I got a few hundred feet away and called 911:

“My car’s on fire! Aaaargh! Fire! Fire!”

“Calm down, sir. Where are you?”

“I’m above Chinatown! Fire!”

“Sir, please explain where you are.”

“Freeway! Fire! Aargh!”

They found me anyway. Perhaps the giant torch of a car and massive resulting gridlock were a hint.

Then I decided to call my parents:

“Aaargh! My car’s on fire! Everything’s burning! I’ve got to go!”

Click.

That must have been a restful late night call for my parents.

Then I called my fiancée. Yet another hysterical conversation from me, with her trying to get me to explain exactly where I was and what was going on. She somehow got the information out of me, and she headed out to come find me.

I realized that, although I had gotten a few hundred feet away, I didn’t know what constituted a safe distance from a burning car. They don’t tell you the safe burning car distance when you buy a car at the Saturn dealer. I chugged down the expressway a little more just to be safe.
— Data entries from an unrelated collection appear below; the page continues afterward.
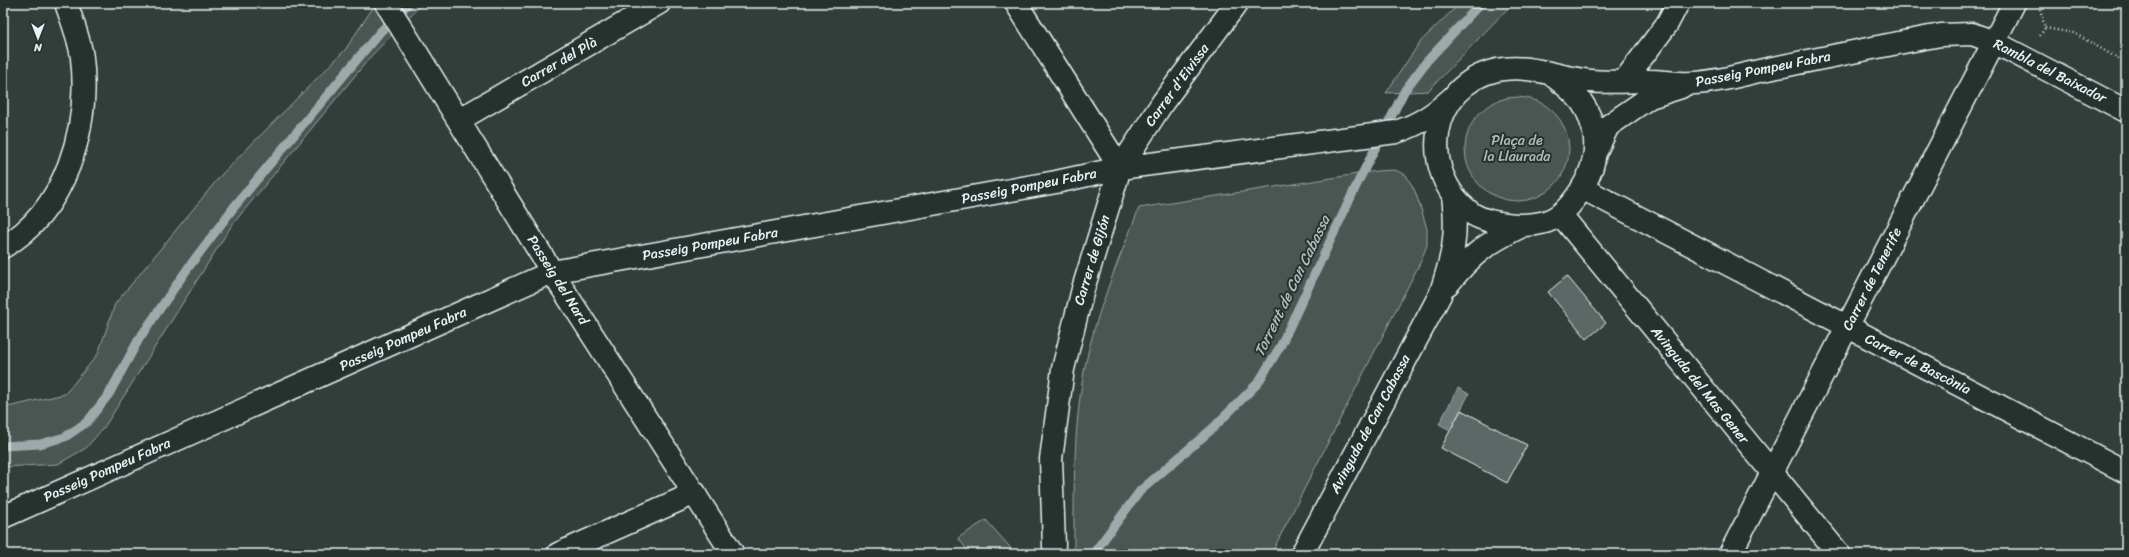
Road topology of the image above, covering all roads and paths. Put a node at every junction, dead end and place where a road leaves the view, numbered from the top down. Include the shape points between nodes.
1 (66, 3) edge
2 (386, 3) edge
3 (659, 3) edge
4 (1016, 3) edge
5 (1237, 3) edge
6 (1678, 3) edge
7 (2014, 3) edge
8 (2039, 3) edge
9 (2045, 28) junction
10 (1972, 34) joint
11 (1994, 42) junction
12 (2026, 59) junction
13 (2126, 63) edge
14 (1552, 75) junction
15 (1624, 81) junction
16 (1692, 84) junction
17 (1452, 98) junction
18 (2126, 111) edge
19 (459, 120) junction
20 (1596, 150) junction
21 (1120, 168) junction
22 (1582, 188) junction
23 (1453, 195) junction
24 (1561, 215) junction
25 (1525, 225) junction
26 (3, 247) edge
27 (552, 272) junction
28 (1440, 295) junction
29 (1847, 328) junction
30 (2126, 472) edge
31 (1772, 473) junction
32 (695, 493) junction
33 (3, 517) edge
34 (1054, 546) dead end
35 (558, 554) edge
36 (733, 554) edge
37 (1302, 554) edge
38 (1730, 554) edge
39 (1839, 554) edge

1 - 26 street via 82,57 84,90 81,122 67,173 41,215
2 - 19 street, Passeig del Nard
3 - 19 street, Carrer del Plà
4 - 21 street
5 - 21 street, Carrer d'Eivissa via 1163,102
6 - 15 street via 1667,24
7 - 11 street, Carrer de Tenerife
8 - 9 path
9 - 12 path
9 - 13 path via 2074,33
10 - 11 street, Rambla del Baixador
10 - 16 street, Passeig Pompeu Fabra via 1935,36
11 - 12 street, Rambla del Baixador
11 - 29 street, Carrer de Tenerife
12 - 18 street, Rambla del Baixador
14 - 15 street, Passeig Pompeu Fabra via 1591,81
14 - 17 street via 1513,66 1485,72 1472,79
14 - 20 street via 1574,92 1587,108 1593,126
15 - 16 street, Passeig Pompeu Fabra
16 - 20 street via 1650,97 1608,126
17 - 21 street, Passeig Pompeu Fabra via 1430,118 1396,132
17 - 23 street via 1440,121 1436,148 1440,173
19 - 27 street, Passeig del Nard
20 - 22 street via 1590,175
21 - 27 street, Passeig Pompeu Fabra via 1056,182
21 - 34 street, Carrer de Gijón via 1081,296 1063,369 1051,459
22 - 24 street
22 - 29 street, Carrer de Bascònia
23 - 25 street via 1472,214 1500,224
23 - 28 street, Avinguda de Can Cabassa via 1456,223 1453,250
24 - 25 street via 1547,222
24 - 31 street, Avinguda del Mas Gener
25 - 28 street, Avinguda de Can Cabassa via 1482,248 1466,262
27 - 32 street, Passeig del Nard
27 - 33 street, Passeig Pompeu Fabra
28 - 37 street, Avinguda de Can Cabassa
29 - 30 street, Carrer de Bascònia
29 - 31 street, Carrer de Tenerife
31 - 38 street, Carrer de Tenerife
31 - 39 street, Avinguda del Mas Gener
32 - 35 street
32 - 36 street, Passeig del Nard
I had just cleared out of there and turned around to face the car when the gas tank blew.

My own intimate experience with car explosions leads me to believe that Hollywood exaggerates a bit when they portray car explosions in the movies. Parts didn’t fly everywhere, and I wasn’t blown backward. There was a fire, a boom, and then a much bigger fire.

The most surreal moment of the night came after that. Saturn auto bodies are made mostly out of plastic, and I saw the exterior of my car melt off of the metal frame like ice cream on a hot summer day. Like lava, the melted exterior formed a rivulet of hot molten plastic and ran down the expressway next to me. I watched it, covered in soot, holding my bass, novel, and Chicago Reader, watching the scene unfold with an almost Zen-like serenity. I had entered a state of calm (i.e. shock) and was simply interested in the events around me, forgetting momentarily that I was the main character in this drama.
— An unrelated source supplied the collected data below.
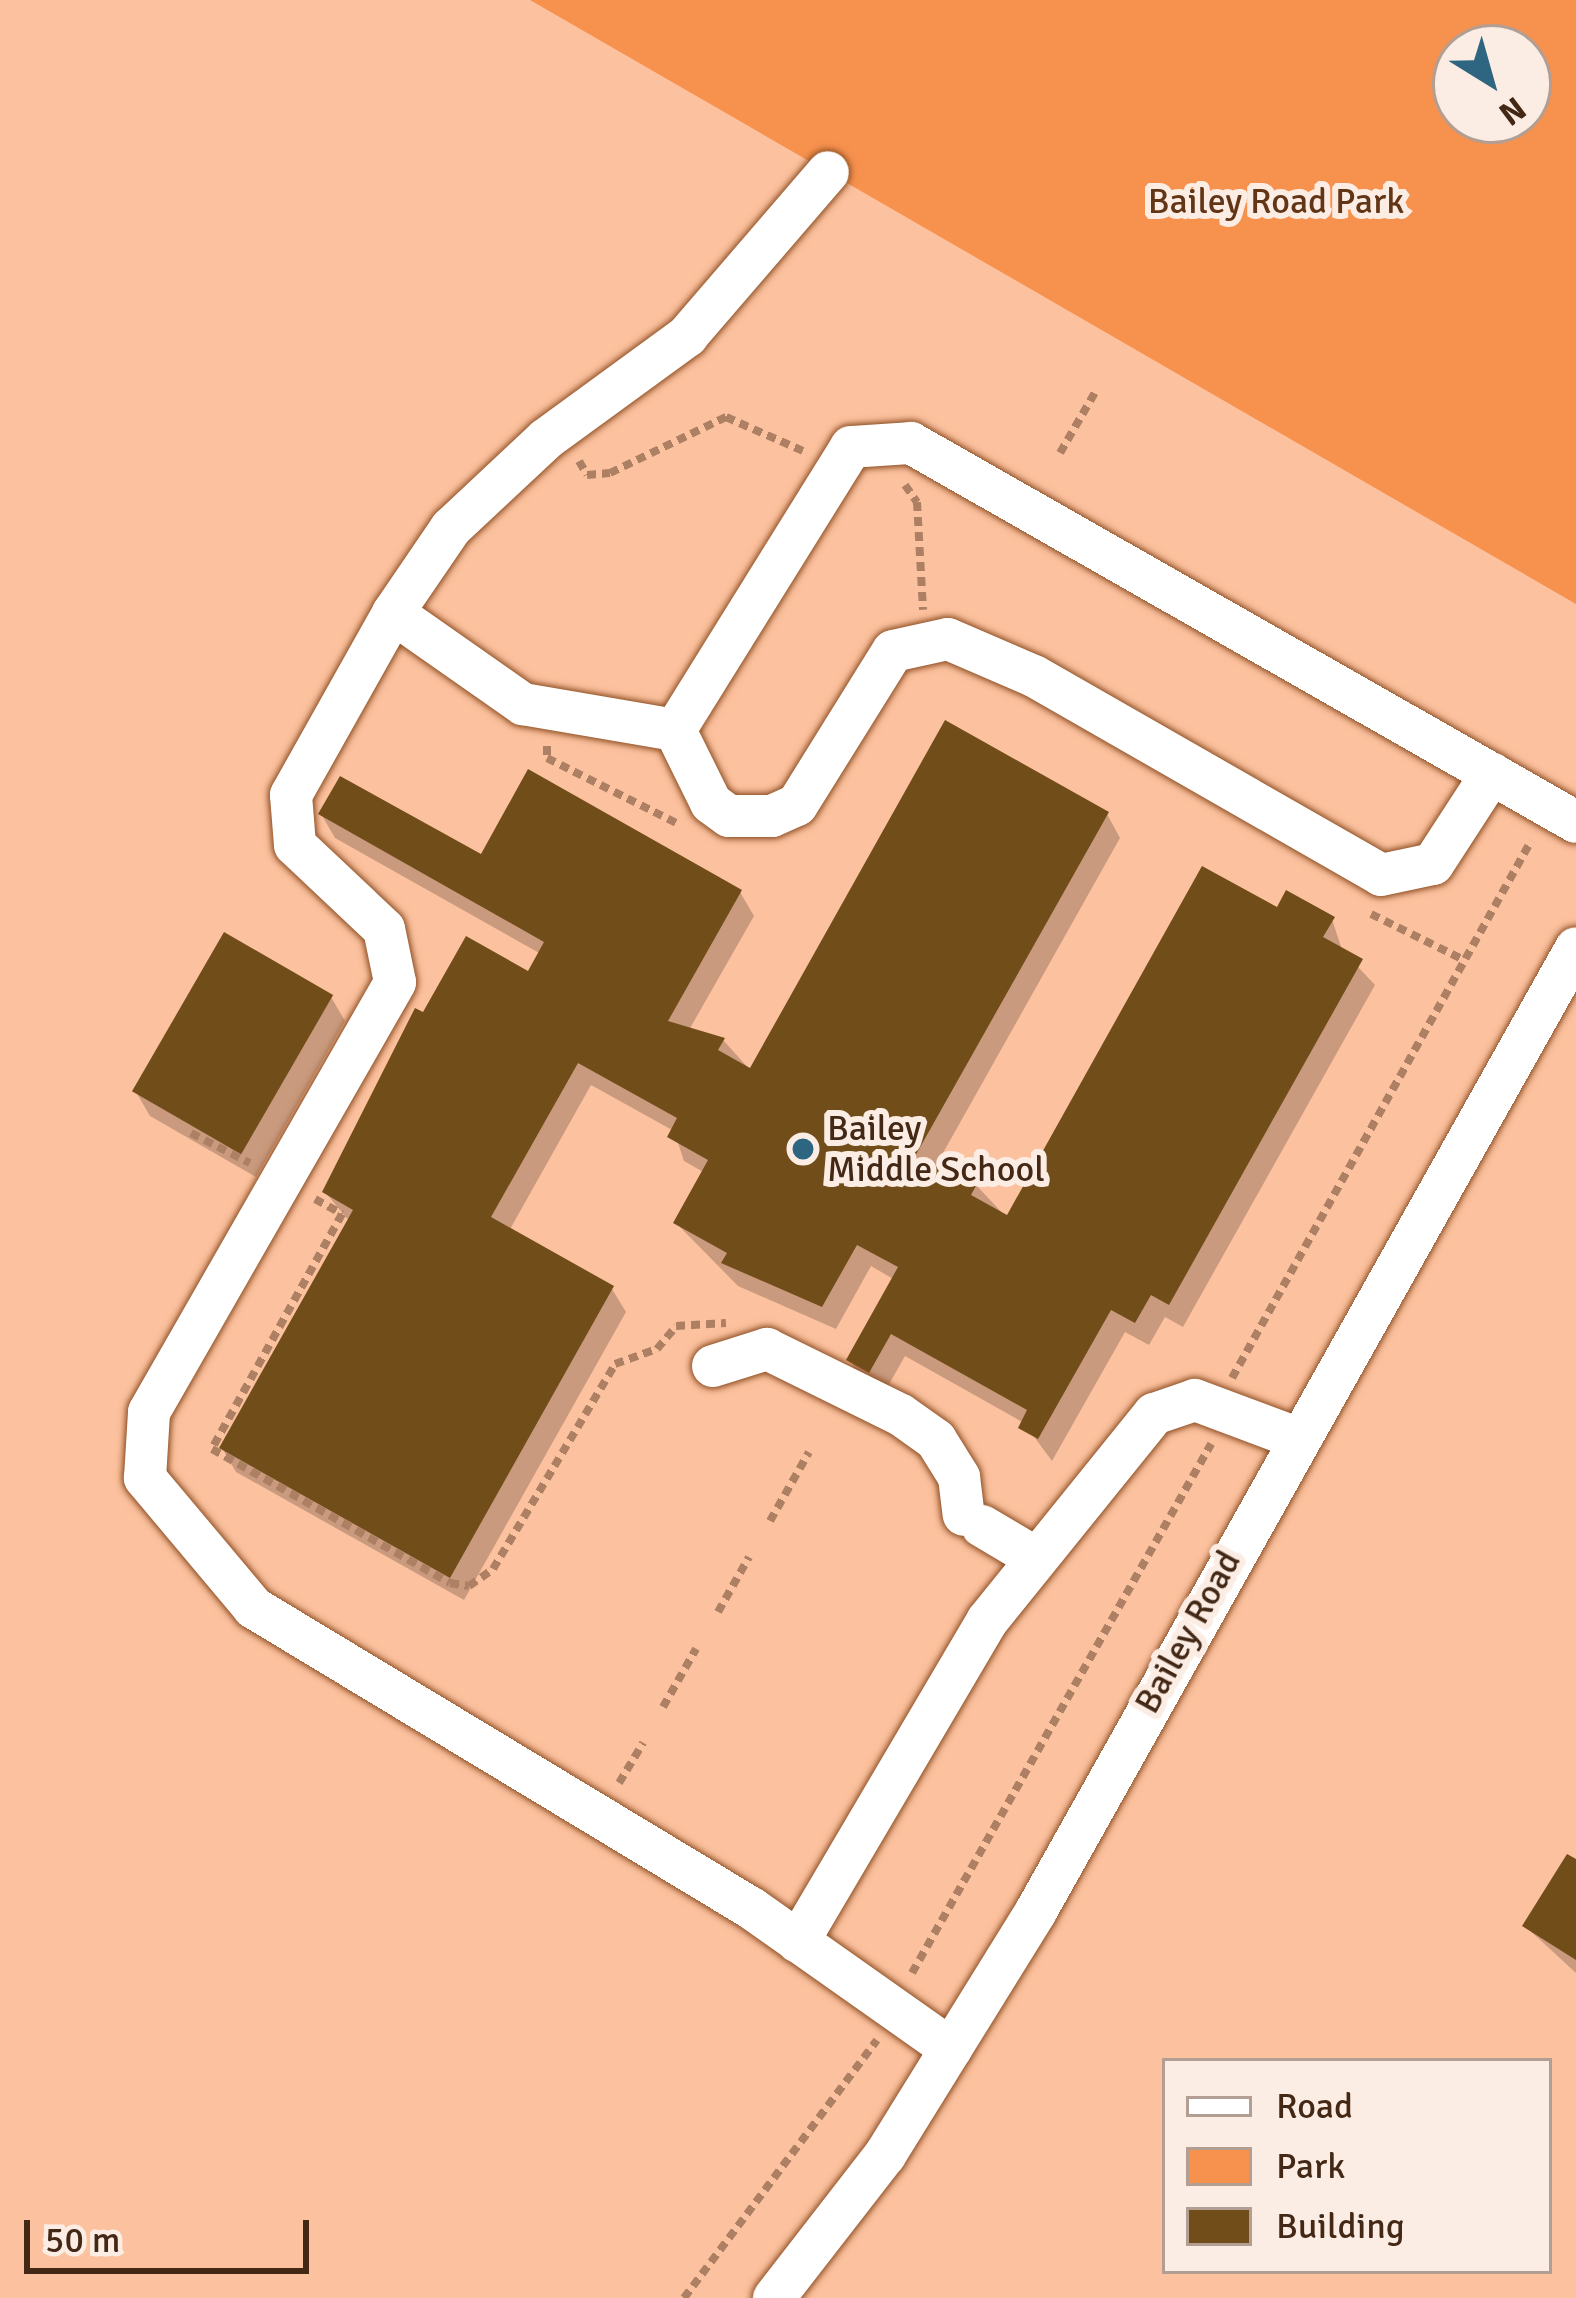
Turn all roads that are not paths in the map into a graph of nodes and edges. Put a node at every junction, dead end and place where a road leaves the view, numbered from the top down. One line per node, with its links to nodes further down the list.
1 (828, 172): 2 (street)
2 (393, 613): 3 (street); 10 (street)
3 (675, 730): 4 (street); 4 (street)
4 (1492, 773): 5 (street)
5 (1576, 823)
6 (1576, 948): 8 (street, Bailey Road)
7 (713, 1366): 9 (street)
8 (1294, 1437): 9 (street); 11 (street, Bailey Road)
9 (1036, 1558): 10 (street)
10 (798, 1942): 11 (street)
11 (951, 2050): 12 (street, Bailey Road)
12 (773, 2298)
Two fire trucks and five police cruisers eventually made their way to me. The fire trucks hosed down the smoldering husk of my former car as the police searched me for weapons.

Hands on the hood of the police cruiser, bass on the ground next to me, the vast crowd of automobiles lined up behind me, I had the realization that maybe Saturns weren’t so reliable after all.

After searching me, I had the bizarre task of describing to the policemen how to load my bass into one of their cruisers. One of them didn’t have the protective divider between the front and back seat, and we proceeded to figure out how to best recline the front seat and wedge in my bass.

“Just a little more back…now go left….that’s it…no, wait, let’s angle it this way…”

My car was now not on fire anymore. A tow truck arrived, hitched it up, and started to pull it away. All four of my tires immediately fell off in chunks, as did my license plates. All of my windows were gone, and the interior was nothing but charred blackened crust on the metal frame of my former car.

“Do you need anything out of the vehicle, sir?” asked one of the officers.

I declined. I needed a whole bunch of stuff in there (to this day I look for a piece of music or a CD, only to realize that it was in the car when it exploded), but I had absolutely no desire to get a closer view of the wreckage.

The cops waited with me as my fiancée arrived, and she and I loaded up my bass into the back of her car (her car was a duplicate of mine, remember?) and helped me into the front seat.

I was covered with soot and smelled so badly of burnt plastic that despite the Arctic temperature we had to keep the windows open as we made our way home.

We bagged my jacket, pants and shirt in double and triple plastic bags, but the smell was still overwhelming. I was covered in grime and had a hard time seeing and breathing, but I took a shower and hoped that I’d be OK (no health insurance—freelance musician, remember?).

Traumatizing? You’d better believe it. I get nauseous whenever I pass the spot on the freeway where it happened (for years I would take other routes to avoid that memorable spot).